Discussion and conclusion: ECMO has been recommended for severe ARDS since it avoids overdistension of the lungs and the use of high oxygen concentrations. Early institution of ECMO decreases mortality and morbidity in rapidly progressing ARDS. In the described case, ECMO was probably started too late, after volutrauma has already occurred. A combination of HFOV and PECLA may be recommended in selected cases, in which CO2 retention poses a serious problem.
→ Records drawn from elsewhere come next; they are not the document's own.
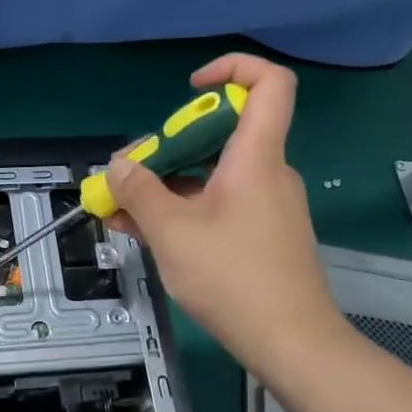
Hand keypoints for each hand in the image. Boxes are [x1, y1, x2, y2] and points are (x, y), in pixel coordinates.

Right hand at [103, 53, 349, 381]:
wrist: (292, 343)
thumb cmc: (233, 279)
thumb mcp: (171, 233)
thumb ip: (139, 192)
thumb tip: (119, 165)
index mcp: (256, 158)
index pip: (268, 83)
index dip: (231, 68)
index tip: (189, 88)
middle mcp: (267, 173)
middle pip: (223, 134)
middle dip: (169, 145)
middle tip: (130, 172)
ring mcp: (268, 205)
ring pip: (214, 175)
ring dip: (168, 185)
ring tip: (121, 210)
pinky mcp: (264, 234)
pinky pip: (220, 204)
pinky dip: (184, 209)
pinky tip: (145, 232)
背景:对严重急性呼吸窘迫综合征(ARDS)的肺保护策略显著降低了相关的发病率和死亡率。有时,即使是最好的仪器和治疗策略也可能不够,体外气体交换支持是必要的。我们描述了一个绝望的ARDS病例,其中各种模式的通气,结合有力的体外支持,导致了一个成功的结果。病例报告:一名35岁男性,重度吸烟者,因大叶性肺炎入院。尽管进行了广谱抗菌治疗,他还是患上了急性呼吸窘迫综合征,并被放置在呼吸机上。标准通气无效,行静脉-静脉ECMO。血管外肺水指数(EVLWI)非常高(超过30 mL kg-1),观察到高动力循环的迹象(CI 6.1 L m-2 min-1)。改良肌力支持和持续输注速尿导致水合状态正常化,经过一周的ECMO治疗,患者的一般情况改善到计划脱离体外治疗的阶段。然而,到了第七天,他的病情突然恶化了。肺部ct扫描显示双侧气胸和弥漫性肺栓塞。插入了三个胸腔引流管,但不幸的是,由于大量出血和随后的开胸手术,引流变得复杂。两天后,出现胃肠出血。减少肝素剂量,停用ECMO,代之以HFOV。这导致了充足的氧合,然而由于CO2消除无效,无泵动静脉体外肺辅助(PECLA)被建立,允许8天后恢复常规通气。进一步的临床过程并发持续性双侧气胸、胸腔积液和假单胞菌医院感染。这名男子在重症监护室住了54天后最终康复,并被转到康复科。讨论和结论:ECMO已被推荐用于严重ARDS,因为它避免了肺部过度扩张和使用高氧浓度。早期采用ECMO可降低进展迅速的ARDS的死亡率和发病率。在上述病例中,ECMO可能是在容量创伤已经发生后才开始的。在某些情况下,如果二氧化碳潴留造成严重的问题,建议将HFOV和PECLA结合使用。